Retailers need to capitalise on how mobile devices are changing habits, says Simon Burke

So far, high street retailers have not won the battle for online business.

In many cases, we have been outmanoeuvred by nimbler online specialists.

Retailers have struggled to get online sales above 5% of the total and most do not make much, if any, money from it.

In part, this has happened because most retailers have been slow to embrace the online space. When we have done so, it has often been underfunded. There is a sense that somehow a successful online arm will undermine the shops, and so we don’t want to push it too hard.

Moreover, online advertising and promotion has not been great for driving in-store sales and so very little has been spent on it. Not true of everyone, but I bet more than a few will recognise this picture.

I mention this because we’re going to get a second chance. Since working with Eagle Eye, a company which specialises in mobile vouchering and redemption, I have learned what the technology industry has been saying for a while: mobile devices will supersede the PC as the principal means by which people connect to and use the internet. Among other things, it will change (again) the way we shop, and this could be good news for retailers.

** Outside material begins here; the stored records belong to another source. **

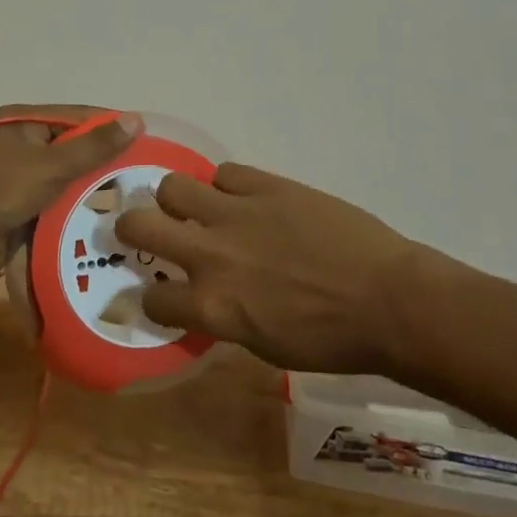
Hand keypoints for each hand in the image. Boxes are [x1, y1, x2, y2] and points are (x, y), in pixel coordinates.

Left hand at [0, 105, 140, 284]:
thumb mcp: (50, 166)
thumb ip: (94, 147)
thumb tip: (136, 119)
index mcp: (25, 121)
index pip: (79, 117)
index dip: (113, 127)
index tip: (150, 141)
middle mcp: (24, 143)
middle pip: (75, 147)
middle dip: (106, 161)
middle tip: (147, 175)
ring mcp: (22, 176)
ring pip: (68, 177)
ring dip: (93, 188)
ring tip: (137, 199)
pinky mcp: (22, 206)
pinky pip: (58, 202)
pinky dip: (77, 209)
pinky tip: (109, 219)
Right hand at [116, 163, 445, 373]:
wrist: (386, 299)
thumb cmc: (331, 339)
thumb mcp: (265, 345)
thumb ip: (224, 316)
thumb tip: (204, 299)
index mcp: (212, 305)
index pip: (152, 300)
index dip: (150, 299)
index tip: (157, 294)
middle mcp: (210, 254)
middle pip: (140, 224)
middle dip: (130, 227)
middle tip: (140, 229)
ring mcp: (235, 213)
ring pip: (173, 186)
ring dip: (177, 199)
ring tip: (194, 207)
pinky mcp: (264, 184)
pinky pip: (224, 172)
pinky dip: (226, 186)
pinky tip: (242, 198)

In particular, mobile-based marketing and promotion, which is here, will probably be bigger for retail than the PC web. It can also be much more beneficial to bricks-and-mortar shops, because a key use of mobile will be to activate customers to come in and spend. For example, mobile marketing lends itself to rapid-response activity, inducing customers to visit shops to get short-duration offers.

Mobile coupons that can be redeemed digitally are cheap to deploy, take all the work out of these promotions and make it easy for the customer to say ‘yes’.

For these reasons, redemption rates can be extremely high. And because the retailer can track redemption in real time, it’s possible within hours to alter, extend or curtail an offer based on its performance.

Trackability is the key to good targeting. Properly set up, a mobile marketing campaign using trackable vouchers can identify which customers are responding to which offers.

Retailers can therefore get many of the data benefits of loyalty cards at a fraction of the cost. Knowing who your customers are and learning rapidly how they respond to your offers will be a vital competitive tool in the mobile space.

These are the kinds of attributes that have made digital marketing so successful for online specialists, allowing them to gain competitive advantage over many retailers.

Our chance with mobile is to do what we did not do with the first digital revolution: get in there quickly and decisively and make it an opportunity for shop-based retail rather than let it become a threat.

First-mover advantage is real in this kind of thing, and smart retailers are already planning and deploying mobile strategies. Will you be one of them?